- **WHAT THE TASK ASKS**
The output should match the data below line for line.
◆ ◆ ◆ ◆ ◆ ◆ ◆
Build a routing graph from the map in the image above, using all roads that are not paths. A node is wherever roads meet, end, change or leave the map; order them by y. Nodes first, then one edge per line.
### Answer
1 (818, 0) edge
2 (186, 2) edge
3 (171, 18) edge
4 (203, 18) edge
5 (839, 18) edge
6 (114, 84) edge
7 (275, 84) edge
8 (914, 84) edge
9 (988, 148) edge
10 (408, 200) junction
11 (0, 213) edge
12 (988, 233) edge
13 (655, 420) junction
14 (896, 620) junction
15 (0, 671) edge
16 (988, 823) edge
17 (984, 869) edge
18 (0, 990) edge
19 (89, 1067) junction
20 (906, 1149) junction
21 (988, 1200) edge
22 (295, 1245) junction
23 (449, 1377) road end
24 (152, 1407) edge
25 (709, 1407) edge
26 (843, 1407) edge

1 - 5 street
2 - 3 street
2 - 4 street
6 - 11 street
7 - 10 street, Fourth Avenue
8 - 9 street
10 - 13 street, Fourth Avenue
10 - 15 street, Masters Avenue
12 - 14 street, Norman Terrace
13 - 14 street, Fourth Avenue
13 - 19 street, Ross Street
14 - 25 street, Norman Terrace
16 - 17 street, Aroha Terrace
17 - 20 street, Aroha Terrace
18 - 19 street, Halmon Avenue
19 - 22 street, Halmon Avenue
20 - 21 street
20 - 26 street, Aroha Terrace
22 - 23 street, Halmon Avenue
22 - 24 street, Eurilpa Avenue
◆ ◆ ◆ ◆ ◆ ◆ ◆
- **WORKED SOLUTION**
Build a routing graph from the map in the image above, using all roads that are not paths. A node is wherever roads meet, end, change or leave the map; order them by y. Nodes first, then one edge per line.
### Answer
1 (818, 0) edge
2 (186, 2) edge
3 (171, 18) edge
4 (203, 18) edge
5 (839, 18) edge
6 (114, 84) edge
7 (275, 84) edge
8 (914, 84) edge
9 (988, 148) edge
10 (408, 200) junction
11 (0, 213) edge
12 (988, 233) edge
13 (655, 420) junction
14 (896, 620) junction
15 (0, 671) edge
16 (988, 823) edge
17 (984, 869) edge
18 (0, 990) edge
19 (89, 1067) junction
20 (906, 1149) junction
21 (988, 1200) edge
22 (295, 1245) junction
23 (449, 1377) road end
24 (152, 1407) edge
25 (709, 1407) edge
26 (843, 1407) edge

1 - 5 street
2 - 3 street
2 - 4 street
6 - 11 street
7 - 10 street, Fourth Avenue
8 - 9 street
10 - 13 street, Fourth Avenue
10 - 15 street, Masters Avenue
12 - 14 street, Norman Terrace
13 - 14 street, Fourth Avenue
13 - 19 street, Ross Street
14 - 25 street, Norman Terrace
16 - 17 street, Aroha Terrace
17 - 20 street, Aroha Terrace
18 - 19 street, Halmon Avenue
19 - 22 street, Halmon Avenue
20 - 21 street
20 - 26 street, Aroha Terrace
22 - 23 street, Halmon Avenue
22 - 24 street, Eurilpa Avenue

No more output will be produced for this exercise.